Methods: Analyses were performed on baseline and annual follow-up samples from 970 adults in the SKS cohort with CKD stage 3-5. Association with mortality was studied using Cox proportional hazard models adjusted for age, gender, systolic and diastolic blood pressure, smoking status, diabetes mellitus, prior cardiovascular disease, creatinine-based estimated glomerular filtration rate (eGFR), and urine protein-to-creatinine ratio (uPCR). Associations between endostatin and eGFR decline were studied with linear regression analyses. eGFR decline was defined as the percentage difference between baseline eGFR and follow-up eGFR (median follow-up, 6.2 years).
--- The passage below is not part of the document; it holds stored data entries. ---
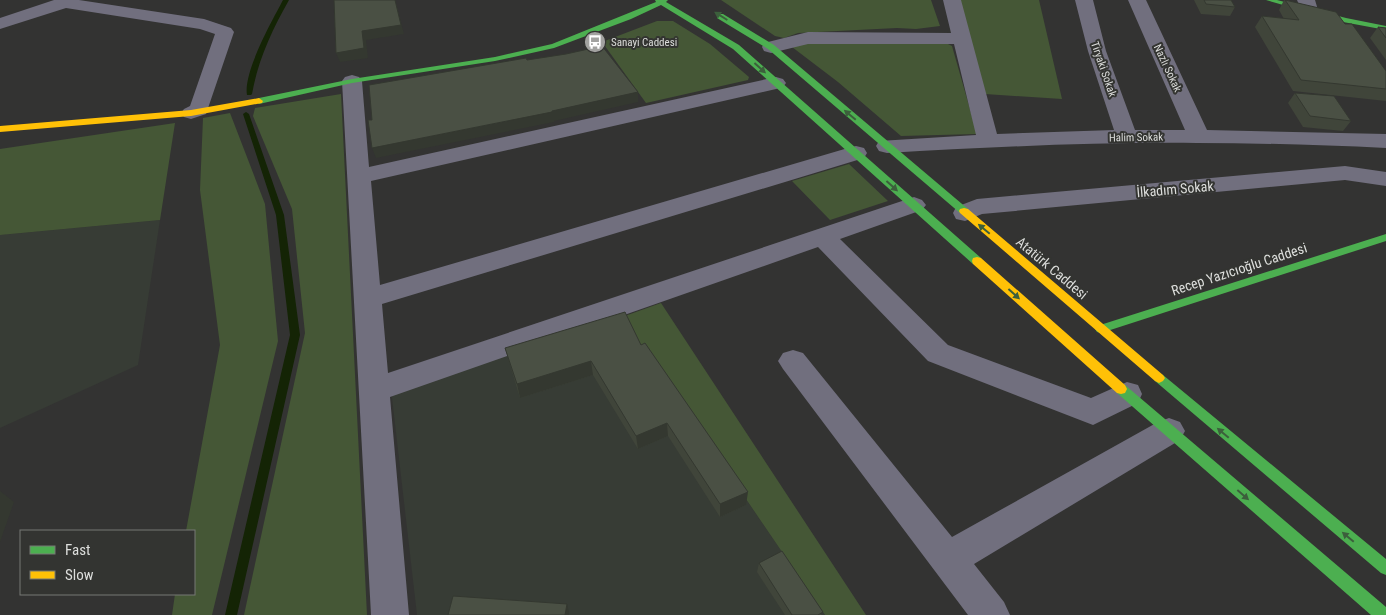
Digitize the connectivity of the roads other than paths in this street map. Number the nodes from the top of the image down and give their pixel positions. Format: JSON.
{"nodes":[{"id":1,"x":952,"y":0,"type":"edge"},
{"id":2,"x":1084,"y":0,"type":"edge"},
{"id":3,"x":1137,"y":0,"type":"edge"},
{"id":4,"x":1269,"y":0,"type":"edge"},
{"id":5,"x":64,"y":1,"type":"edge"},
{"id":6,"x":662,"y":1,"type":"edge"},
{"id":7,"x":1308,"y":5,"type":"edge"},
{"id":8,"x":707,"y":8,"type":"dead end"},
{"id":9,"x":1346,"y":20,"type":"junction"},
{"id":10,"x":0,"y":24,"type":"edge"},
{"id":11,"x":1386,"y":28,"type":"edge"},
{"id":12,"x":962,"y":39,"type":"junction"},
{"id":13,"x":1363,"y":44,"type":"edge"},
{"id":14,"x":771,"y":47,"type":"junction"},
{"id":15,"x":352,"y":82,"type":"junction"},
{"id":16,"x":776,"y":83,"type":"junction"},
{"id":17,"x":191,"y":113,"type":"junction"},
{"id":18,"x":0,"y":129,"type":"edge"},
{"id":19,"x":1127,"y":136,"type":"junction"},
{"id":20,"x":1199,"y":136,"type":"junction"},
{"id":21,"x":988,"y":141,"type":"junction"},
{"id":22,"x":1386,"y":141,"type":"edge"},
{"id":23,"x":887,"y":146,"type":"junction"},
{"id":24,"x":856,"y":153,"type":"junction"},
{"id":25,"x":360,"y":176,"type":"junction"},
{"id":26,"x":1386,"y":179,"type":"edge"},
{"id":27,"x":914,"y":205,"type":"junction"},
{"id":28,"x":965,"y":213,"type":"junction"},
{"id":29,"x":823,"y":237,"type":"junction"},
{"id":30,"x":1386,"y":237,"type":"edge"},
{"id":31,"x":367,"y":299,"type":"junction"},
{"id":32,"x":1101,"y":329,"type":"junction"},
{"id":33,"x":794,"y":360,"type":"dead end"},
{"id":34,"x":373,"y":390,"type":"junction"},
{"id":35,"x":1127,"y":394,"type":"junction"},
{"id":36,"x":1169,"y":431,"type":"junction"},
{"id":37,"x":948,"y":559,"type":"junction"},
{"id":38,"x":1386,"y":568,"type":"edge"},
{"id":39,"x":1374,"y":613,"type":"edge"},
{"id":40,"x":390,"y":615,"type":"edge"},
{"id":41,"x":992,"y":615,"type":"edge"}],
"edges":[{"from":1,"to":12,"type":"street"},
{"from":2,"to":19,"type":"street","name":"Tiryaki Sokak"},
{"from":3,"to":20,"type":"street","name":"Nazlı Sokak"},
{"from":4,"to":7,"type":"main road"},
{"from":5,"to":10,"type":"street"},
{"from":5,"to":17,"type":"street"},
{"from":6,"to":15,"type":"main road"},
{"from":6,"to":16,"type":"main road","one_way":true},
{"from":7,"to":9,"type":"main road"},
{"from":14,"to":8,"type":"main road","name":"Atatürk Caddesi","one_way":true},
{"from":9,"to":11,"type":"main road"},
{"from":9,"to":13,"type":"street"},
{"from":12,"to":14,"type":"street"},
{"from":12,"to":21,"type":"street"},
{"from":23,"to":14,"type":"main road","name":"Atatürk Caddesi","one_way":true},
{"from":15,"to":17,"type":"main road"},
{"from":15,"to":25,"type":"street"},
{"from":16,"to":24,"type":"main road"},
{"from":16,"to":25,"type":"street"},
{"from":17,"to":18,"type":"main road"},
{"from":19,"to":20,"type":"street","name":"Halim Sokak"},
{"from":19,"to":21,"type":"street","name":"Halim Sokak"},
{"from":20,"to":22,"type":"street","name":"Halim Sokak"},
{"from":21,"to":23,"type":"street","name":"Halim Sokak"},
{"from":23,"to":28,"type":"main road","name":"Atatürk Caddesi"},
{"from":24,"to":27,"type":"main road","one_way":true},
{"from":24,"to":31,"type":"street"},
{"from":25,"to":31,"type":"street"},
{"from":26,"to":28,"type":"street","name":"İlkadım Sokak"},
{"from":27,"to":29,"type":"street"},
{"from":27,"to":35,"type":"main road","one_way":true},
{"from":32,"to":28,"type":"main road","name":"Atatürk Caddesi","one_way":true},
{"from":29,"to":34,"type":"street"},
{"from":29,"to":35,"type":"street"},
{"from":30,"to":32,"type":"main road","name":"Recep Yazıcıoğlu Caddesi"},
{"from":31,"to":34,"type":"street"},
{"from":38,"to":32,"type":"main road","name":"Atatürk Caddesi","one_way":true},
{"from":33,"to":37,"type":"street"},
{"from":34,"to":40,"type":"street"},
{"from":35,"to":36,"type":"main road"},
{"from":36,"to":37,"type":"street"},
{"from":36,"to":39,"type":"main road","one_way":true},
{"from":37,"to":41,"type":"street"}]}
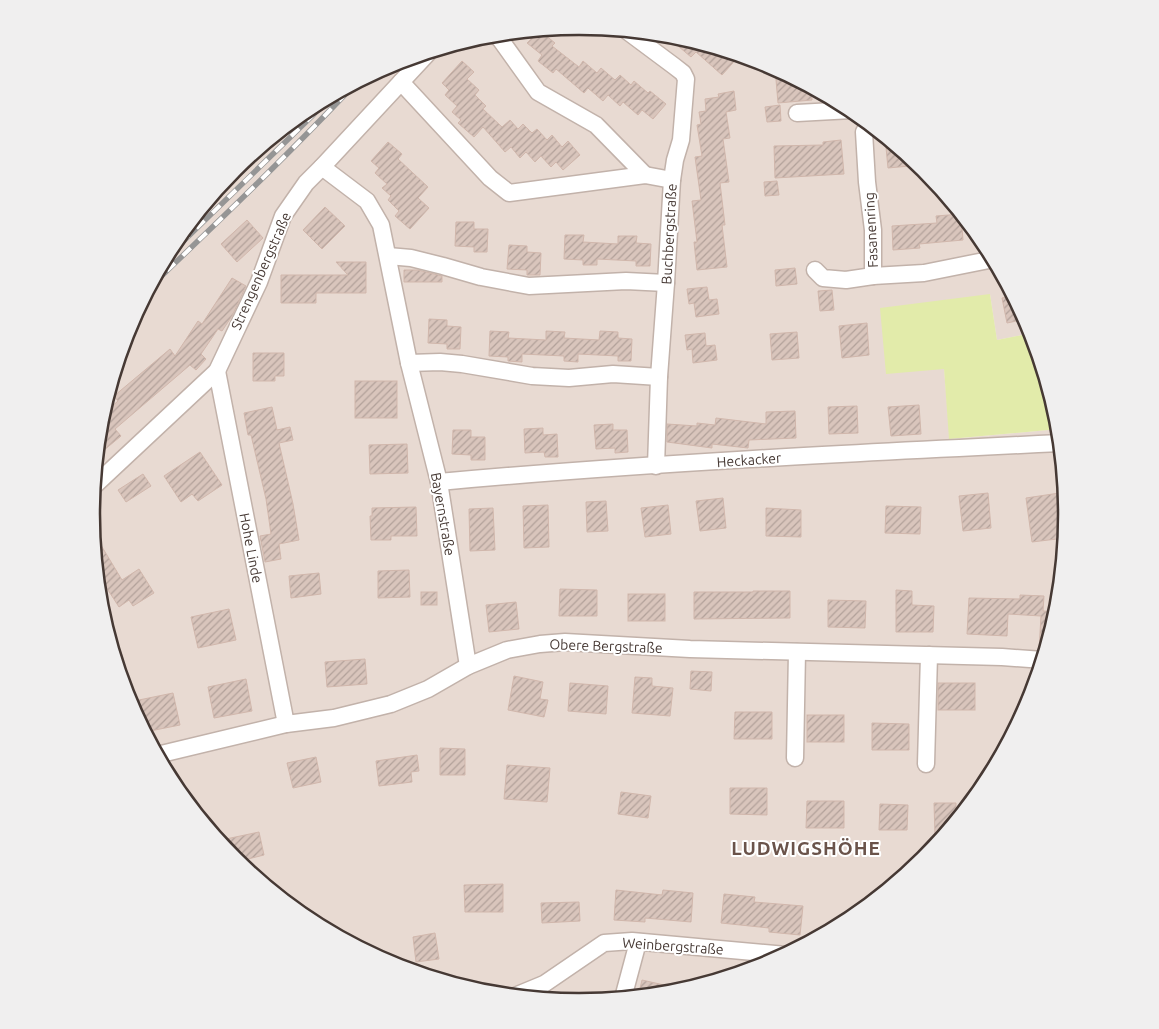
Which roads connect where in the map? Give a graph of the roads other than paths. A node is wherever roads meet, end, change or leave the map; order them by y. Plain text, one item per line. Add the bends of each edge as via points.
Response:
1 (637, 39) edge
2 (502, 41) edge
3 (420, 62) edge
4 (401, 82) junction
5 (838, 111) edge
6 (797, 114) dead end
7 (865, 130) edge
8 (322, 167) junction
9 (645, 175) junction
10 (672, 180) junction
11 (388, 256) junction
12 (986, 261) edge
13 (814, 270) dead end
14 (873, 276) junction
15 (666, 283) junction
16 (410, 363) junction
17 (217, 371) junction
18 (659, 377) junction
19 (1054, 443) edge
20 (656, 466) junction
21 (101, 479) edge
22 (439, 482) junction
23 (797, 652) junction
24 (929, 655) junction
25 (1037, 660) edge
26 (468, 666) junction
27 (286, 724) junction
28 (164, 753) edge
29 (795, 758) dead end
30 (926, 764) dead end
31 (638, 942) junction
32 (772, 954) edge
33 (527, 991) edge
34 (625, 992) edge

1 - 10 street, Buchbergstraße via 686,79 681,140
2 - 9 street via 538,92 596,125
3 - 4 street, Strengenbergstraße
4 - 8 street, Strengenbergstraße
4 - 9 street via 490,178 509,193
5 - 6 street
7 - 14 street, Fasanenring
8 - 11 street, Bayernstraße via 367,201 381,225
8 - 17 street, Strengenbergstraße via 306,183 283,216 259,282
9 - 10 street
10 - 15 street, Buchbergstraße
11 - 15 street via 411,258 529,286
11 - 16 street, Bayernstraße
12 - 14 street, Fasanenring via 924,272
13 - 14 street via 823,278 846,280
15 - 18 street, Buchbergstraße
16 - 18 street via 462,364 532,376 569,378 613,374
16 - 22 street, Bayernstraße
17 - 21 street, Strengenbergstraße
17 - 27 street, Hohe Linde
18 - 20 street, Buchbergstraße
19 - 20 street, Heckacker
20 - 22 street, Heckacker
22 - 26 street, Bayernstraße
23 - 24 street, Obere Bergstraße
23 - 26 street, Obere Bergstraße via 565,642 507,650
23 - 29 street
24 - 25 street, Obere Bergstraße
24 - 30 street
26 - 27 street, Obere Bergstraße via 428,689 391,704 334,718
27 - 28 street, Obere Bergstraße
31 - 32 street, Weinbergstraße
31 - 33 street, Weinbergstraße via 604,943 544,984
31 - 34 street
Results: Median age of the cohort was 66 years, with a median eGFR of 30 mL/min/1.73 m2. Multivariate Cox regression models revealed an association between higher endostatin levels and mortality with adjustments for established cardiovascular risk factors (HR: 1.14; CI: 1.02-1.28; p = 0.02) but was attenuated and nonsignificant after adjustments for baseline eGFR and uPCR. Baseline levels of endostatin were associated with eGFR decline but were nonsignificant after adjustments for baseline eGFR and uPCR. Changes of endostatin concentrations during the study were significantly associated with eGFR decline in all models (regression coefficient 0.0023% decrease per month [95% confidence intervals 0.0012-0.0034, p < 0.001]).

Conclusion: The clinical utility of plasma endostatin for risk prediction in CKD patients seems limited. Importantly, longitudinal changes of endostatin were significantly associated with eGFR decline. The clinical relevance of this warrants further studies.